> Saved data entries
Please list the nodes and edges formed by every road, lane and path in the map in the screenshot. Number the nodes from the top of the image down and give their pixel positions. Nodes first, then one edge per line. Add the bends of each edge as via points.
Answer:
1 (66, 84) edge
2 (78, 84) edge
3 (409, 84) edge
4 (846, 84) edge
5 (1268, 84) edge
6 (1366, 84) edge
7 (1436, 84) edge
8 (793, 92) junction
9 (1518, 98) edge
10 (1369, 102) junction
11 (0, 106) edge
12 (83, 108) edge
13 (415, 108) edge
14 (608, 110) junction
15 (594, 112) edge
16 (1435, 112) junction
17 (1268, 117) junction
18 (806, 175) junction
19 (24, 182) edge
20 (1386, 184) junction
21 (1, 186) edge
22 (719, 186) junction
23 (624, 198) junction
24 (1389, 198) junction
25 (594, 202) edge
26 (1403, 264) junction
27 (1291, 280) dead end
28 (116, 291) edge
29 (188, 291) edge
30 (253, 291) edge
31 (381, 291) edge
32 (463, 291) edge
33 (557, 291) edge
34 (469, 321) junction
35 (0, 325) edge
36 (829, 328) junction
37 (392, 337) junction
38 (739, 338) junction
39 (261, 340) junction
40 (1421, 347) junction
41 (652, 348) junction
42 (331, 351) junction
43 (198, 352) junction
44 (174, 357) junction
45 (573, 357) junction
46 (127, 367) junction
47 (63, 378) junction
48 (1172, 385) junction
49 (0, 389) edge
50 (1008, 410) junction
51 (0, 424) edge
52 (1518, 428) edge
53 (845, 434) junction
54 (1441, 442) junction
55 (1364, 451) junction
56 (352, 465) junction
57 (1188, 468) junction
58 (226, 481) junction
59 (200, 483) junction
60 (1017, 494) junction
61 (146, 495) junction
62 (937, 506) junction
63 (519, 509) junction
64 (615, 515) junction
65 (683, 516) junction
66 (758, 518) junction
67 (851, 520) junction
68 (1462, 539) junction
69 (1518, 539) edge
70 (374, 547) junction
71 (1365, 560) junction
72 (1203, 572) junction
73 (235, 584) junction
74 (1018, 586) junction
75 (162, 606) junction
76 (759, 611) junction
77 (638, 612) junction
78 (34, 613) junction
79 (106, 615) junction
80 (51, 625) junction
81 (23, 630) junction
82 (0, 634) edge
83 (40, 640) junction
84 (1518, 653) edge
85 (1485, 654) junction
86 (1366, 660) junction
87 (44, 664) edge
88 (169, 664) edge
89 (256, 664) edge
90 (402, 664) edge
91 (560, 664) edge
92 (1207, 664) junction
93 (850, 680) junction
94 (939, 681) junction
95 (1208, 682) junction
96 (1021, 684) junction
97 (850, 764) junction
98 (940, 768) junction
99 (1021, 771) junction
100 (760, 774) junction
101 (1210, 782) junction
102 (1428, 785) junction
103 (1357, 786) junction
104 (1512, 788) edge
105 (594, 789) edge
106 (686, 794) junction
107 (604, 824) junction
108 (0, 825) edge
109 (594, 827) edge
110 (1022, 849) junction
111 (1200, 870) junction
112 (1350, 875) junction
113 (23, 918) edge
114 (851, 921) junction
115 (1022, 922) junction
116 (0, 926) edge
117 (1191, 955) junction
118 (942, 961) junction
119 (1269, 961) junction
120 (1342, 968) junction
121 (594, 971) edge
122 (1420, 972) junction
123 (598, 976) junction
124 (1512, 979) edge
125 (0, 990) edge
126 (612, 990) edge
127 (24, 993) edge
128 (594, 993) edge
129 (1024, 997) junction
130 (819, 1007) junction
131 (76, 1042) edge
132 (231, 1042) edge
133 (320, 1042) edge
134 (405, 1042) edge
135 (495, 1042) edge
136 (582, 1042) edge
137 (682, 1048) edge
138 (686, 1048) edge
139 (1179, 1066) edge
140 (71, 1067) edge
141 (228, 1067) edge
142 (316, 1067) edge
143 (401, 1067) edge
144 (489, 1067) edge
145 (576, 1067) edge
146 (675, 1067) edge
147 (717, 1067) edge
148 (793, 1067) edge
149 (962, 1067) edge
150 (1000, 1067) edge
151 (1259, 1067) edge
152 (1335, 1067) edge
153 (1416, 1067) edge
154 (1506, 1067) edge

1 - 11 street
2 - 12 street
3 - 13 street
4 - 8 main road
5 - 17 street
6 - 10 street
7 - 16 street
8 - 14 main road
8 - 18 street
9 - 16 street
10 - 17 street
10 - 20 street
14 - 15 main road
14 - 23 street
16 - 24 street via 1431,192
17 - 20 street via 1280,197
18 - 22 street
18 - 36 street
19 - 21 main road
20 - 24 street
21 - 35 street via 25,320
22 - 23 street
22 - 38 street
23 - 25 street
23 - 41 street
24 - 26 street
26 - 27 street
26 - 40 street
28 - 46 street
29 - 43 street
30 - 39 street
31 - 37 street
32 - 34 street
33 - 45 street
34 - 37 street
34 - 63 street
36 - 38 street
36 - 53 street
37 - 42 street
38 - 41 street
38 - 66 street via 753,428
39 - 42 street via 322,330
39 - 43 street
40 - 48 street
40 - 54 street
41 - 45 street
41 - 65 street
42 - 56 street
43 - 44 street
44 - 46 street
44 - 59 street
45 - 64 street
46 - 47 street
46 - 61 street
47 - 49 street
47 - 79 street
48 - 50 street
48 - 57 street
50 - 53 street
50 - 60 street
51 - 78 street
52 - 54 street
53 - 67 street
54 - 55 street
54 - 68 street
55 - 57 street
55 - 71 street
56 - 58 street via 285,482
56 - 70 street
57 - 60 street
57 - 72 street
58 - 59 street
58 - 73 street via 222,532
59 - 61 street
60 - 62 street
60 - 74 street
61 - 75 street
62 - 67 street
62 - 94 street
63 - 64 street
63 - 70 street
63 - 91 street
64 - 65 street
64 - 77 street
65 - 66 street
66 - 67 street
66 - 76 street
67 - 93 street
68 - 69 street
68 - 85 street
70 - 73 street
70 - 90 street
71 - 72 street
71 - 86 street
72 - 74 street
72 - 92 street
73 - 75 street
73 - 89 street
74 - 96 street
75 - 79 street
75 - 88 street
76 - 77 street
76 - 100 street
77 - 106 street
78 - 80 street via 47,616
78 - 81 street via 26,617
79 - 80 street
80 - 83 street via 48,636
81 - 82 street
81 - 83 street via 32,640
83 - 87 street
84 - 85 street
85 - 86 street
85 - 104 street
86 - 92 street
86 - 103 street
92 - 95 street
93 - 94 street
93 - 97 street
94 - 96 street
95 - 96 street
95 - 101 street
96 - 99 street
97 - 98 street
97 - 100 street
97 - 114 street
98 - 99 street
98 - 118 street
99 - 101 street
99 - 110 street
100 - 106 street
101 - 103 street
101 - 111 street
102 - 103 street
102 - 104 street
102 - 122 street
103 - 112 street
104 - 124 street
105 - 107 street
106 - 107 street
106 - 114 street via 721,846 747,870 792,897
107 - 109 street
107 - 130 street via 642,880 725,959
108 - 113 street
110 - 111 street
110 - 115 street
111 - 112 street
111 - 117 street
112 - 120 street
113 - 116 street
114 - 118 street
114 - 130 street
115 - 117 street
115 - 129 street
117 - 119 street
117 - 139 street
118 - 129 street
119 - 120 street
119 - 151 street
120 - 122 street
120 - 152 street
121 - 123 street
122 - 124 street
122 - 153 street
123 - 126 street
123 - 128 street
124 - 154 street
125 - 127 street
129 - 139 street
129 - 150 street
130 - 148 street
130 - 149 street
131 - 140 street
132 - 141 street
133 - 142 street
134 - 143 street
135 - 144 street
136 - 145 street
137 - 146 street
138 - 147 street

> EXERCISE DESCRIPTION
Return only the number of lines in the data that contain "road".

> ANSWER AREA
5